The answer must consist of every line from the entries that holds the word "translate".

Data records

_ _ _

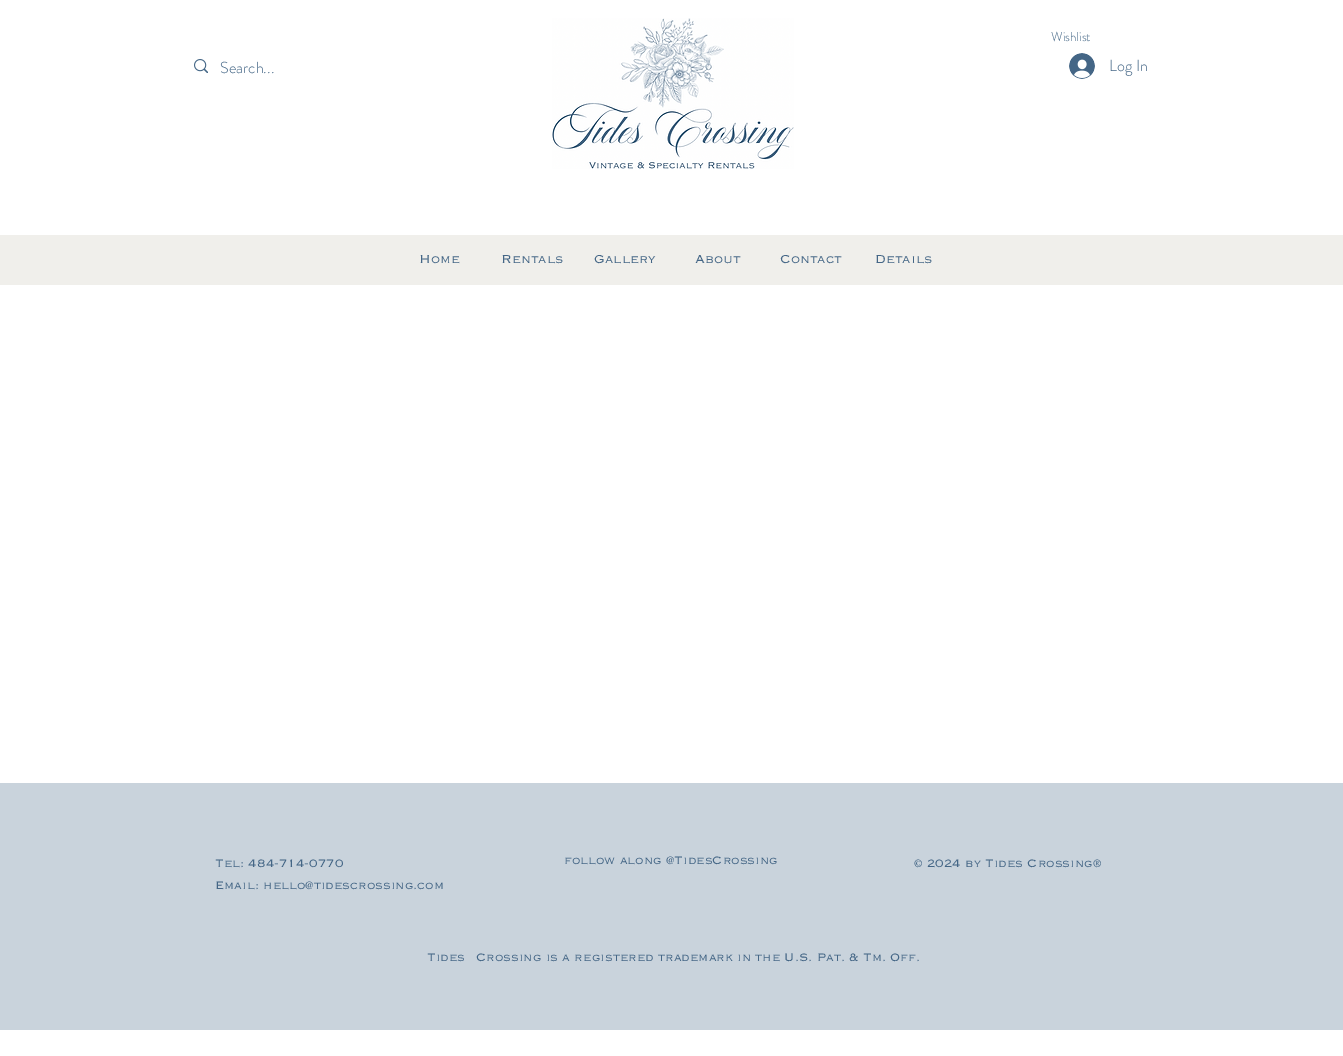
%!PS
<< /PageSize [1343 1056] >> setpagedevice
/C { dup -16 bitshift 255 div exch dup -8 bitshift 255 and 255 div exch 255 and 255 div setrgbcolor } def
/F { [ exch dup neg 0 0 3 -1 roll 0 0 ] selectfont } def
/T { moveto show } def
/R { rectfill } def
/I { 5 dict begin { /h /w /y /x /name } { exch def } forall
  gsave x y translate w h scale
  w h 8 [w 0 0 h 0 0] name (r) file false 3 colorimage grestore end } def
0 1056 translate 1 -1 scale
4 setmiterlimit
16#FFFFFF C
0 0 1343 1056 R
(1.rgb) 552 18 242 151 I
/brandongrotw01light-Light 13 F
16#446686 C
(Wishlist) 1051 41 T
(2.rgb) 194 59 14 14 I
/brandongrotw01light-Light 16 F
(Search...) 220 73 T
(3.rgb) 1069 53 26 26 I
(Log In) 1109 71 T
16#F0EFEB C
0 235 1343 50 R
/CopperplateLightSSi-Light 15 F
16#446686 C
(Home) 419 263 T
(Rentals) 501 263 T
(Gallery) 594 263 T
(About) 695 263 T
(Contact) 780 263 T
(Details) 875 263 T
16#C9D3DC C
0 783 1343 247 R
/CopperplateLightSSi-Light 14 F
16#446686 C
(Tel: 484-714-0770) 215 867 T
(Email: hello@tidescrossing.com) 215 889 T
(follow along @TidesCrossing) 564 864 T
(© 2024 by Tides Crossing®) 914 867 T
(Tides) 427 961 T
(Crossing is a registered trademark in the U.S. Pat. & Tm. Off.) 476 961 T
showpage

_ _ _

Output for this task >>
  gsave x y translate w h scale
0 1056 translate 1 -1 scale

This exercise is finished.